The Central Intelligence Agency and Defense Department emerged as unlikely patrons of the arts. As noted in Chapter 21, the federal government had openly financed all sorts of artistic works during the 1930s. But Cold War funding for the arts remained top-secret—in part because Congress proved reluctant to spend money for this purpose, in part because Americans charged communist governments with imposing artistic conformity. In an effort to influence public opinion abroad, the Soviet Union sponsored tours of its world-famous ballet companies, folk dance troupes, and symphony orchestras. To counteract the widespread European view of the United States as a cultural backwater, the CIA secretly funded an array of overseas publications, conferences, publishing houses, concerts, and art exhibits. And to try to improve the international image of American race relations, the government sent jazz musicians and other black performers abroad, especially to Africa and Asia.

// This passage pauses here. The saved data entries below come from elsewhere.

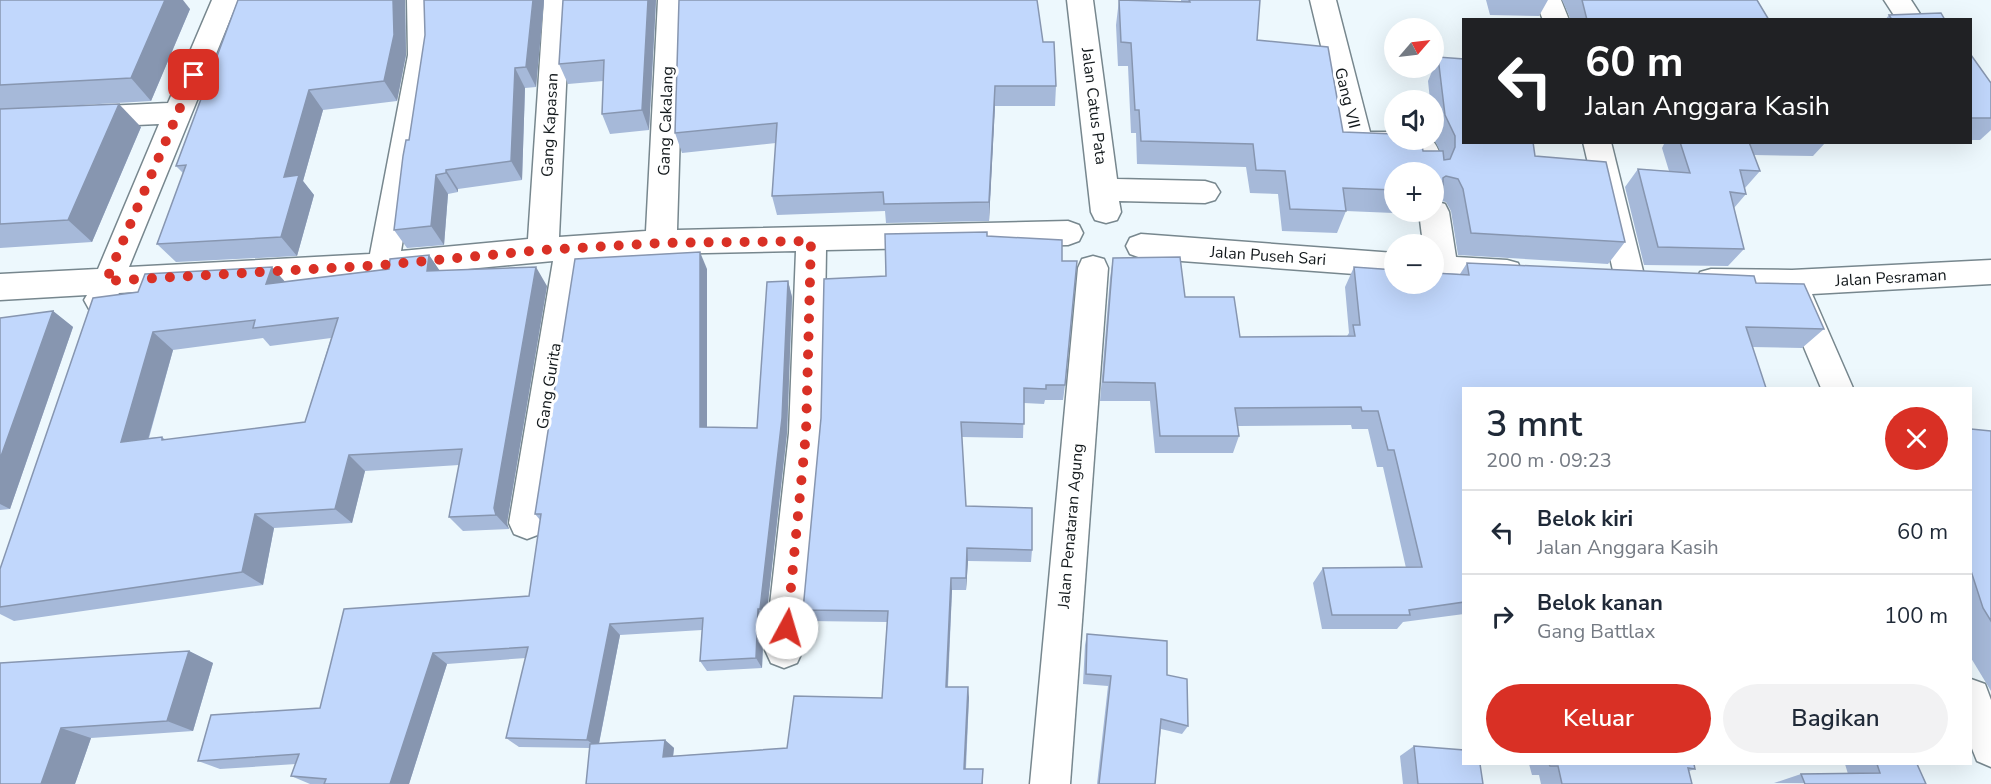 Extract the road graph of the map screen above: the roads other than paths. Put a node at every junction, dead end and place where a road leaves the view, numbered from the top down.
1 (225, 0) edge
2 (420, 0) edge
3 (557, 0) edge
4 (670, 0) edge
5 (1080, 0) edge
6 (1323, 0) edge
7 (1548, 0) edge
8 (1897, 0) edge
9 (1555, 18) edge
10 (1910, 18) edge
11 (178, 113) junction
12 (0, 121) edge
13 (1598, 144) edge
14 (1427, 162) edge
15 (1205, 192) dead end
16 (1105, 201) junction
17 (1068, 233) junction
18 (811, 241) junction
19 (661, 243) junction
20 (1140, 246) junction
21 (557, 249) junction
22 (1384, 264) edge
23 (383, 265) junction
24 (1093, 268) junction
25 (1444, 268) edge
26 (1991, 272) edge
27 (1536, 274) edge
28 (1595, 277) edge
29 (1688, 280) edge
30 (106, 281) junction
31 (1792, 283) junction
32 (0, 287) edge
33 (92, 325) edge
34 (1837, 387) edge
35 (527, 523) dead end
36 (784, 650) dead end
37 (1972, 700) edge
38 (1991, 747) edge
39 (1050, 784) edge

1 - 11 street
2 - 23 street
3 - 21 street, Gang Kapasan
4 - 19 street, Gang Cakalang
5 - 16 street, Jalan Catus Pata
6 - 14 street, Gang VII
7 - 9 street
8 - 10 street
11 - 12 street
11 - 30 street
13 - 28 street
15 - 16 street
16 - 17 street
16 - 20 street
17 - 18 street
17 - 24 street
18 - 19 street
18 - 36 street
19 - 21 street
20 - 22 street, Jalan Puseh Sari
20 - 24 street
21 - 23 street
21 - 35 street, Gang Gurita
23 - 30 street
24 - 39 street, Jalan Penataran Agung
25 - 27 street
26 - 31 street, Jalan Pesraman
29 - 31 street
30 - 32 street
30 - 33 street
31 - 34 street
37 - 38 street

Works produced by artists who considered themselves thoroughly nonpolitical became weapons in the cultural Cold War. The CIA promoted the so-called New York school of painters, led by Jackson Pollock. For Pollock, the essence of art lay in the process of creation, not the final product. His “action” paintings, made by spontaneously dripping and pouring paint over large canvases, produced works of vivid color and energy but without any recognizable subject matter. Many members of Congress much preferred Norman Rockwell’s readily understandable illustrations of smalltown life to Pollock’s “abstract expressionism.” Some called Pollock’s works un-American and wondered aloud if they were part of a communist plot. But the CIA funded the Museum of Modem Art in New York, which championed the New York school, and helped arrange for exhibitions overseas. It hoped to persuade Europeans not only that these paintings demonstrated that the United States represented artistic leadership as well as military power, but that such art embodied the free, individual expression denied to artists in communist countries. Pollock’s paintings, John Cage’s musical compositions, which incorporated chance sounds rather than a fixed score, and the “graceful freedom” of George Balanchine’s choreography were all described as artistic reflections of the essence of American life.

A poster for The Red Menace, one of numerous anticommunist films produced by Hollywood during the 1950s.

Visitors to the Museum of Modem Art in New York City contemplate a work by Jackson Pollock, whose paintings exemplified the artistic school of abstract expressionism, promoted during the Cold War as a reflection of American freedom. The paintings had no recognizable subject other than reminding the viewer of how Pollock had created them, by flinging paint at the canvas. “I want to express my feelings, rather than illustrate them,” Pollock declared.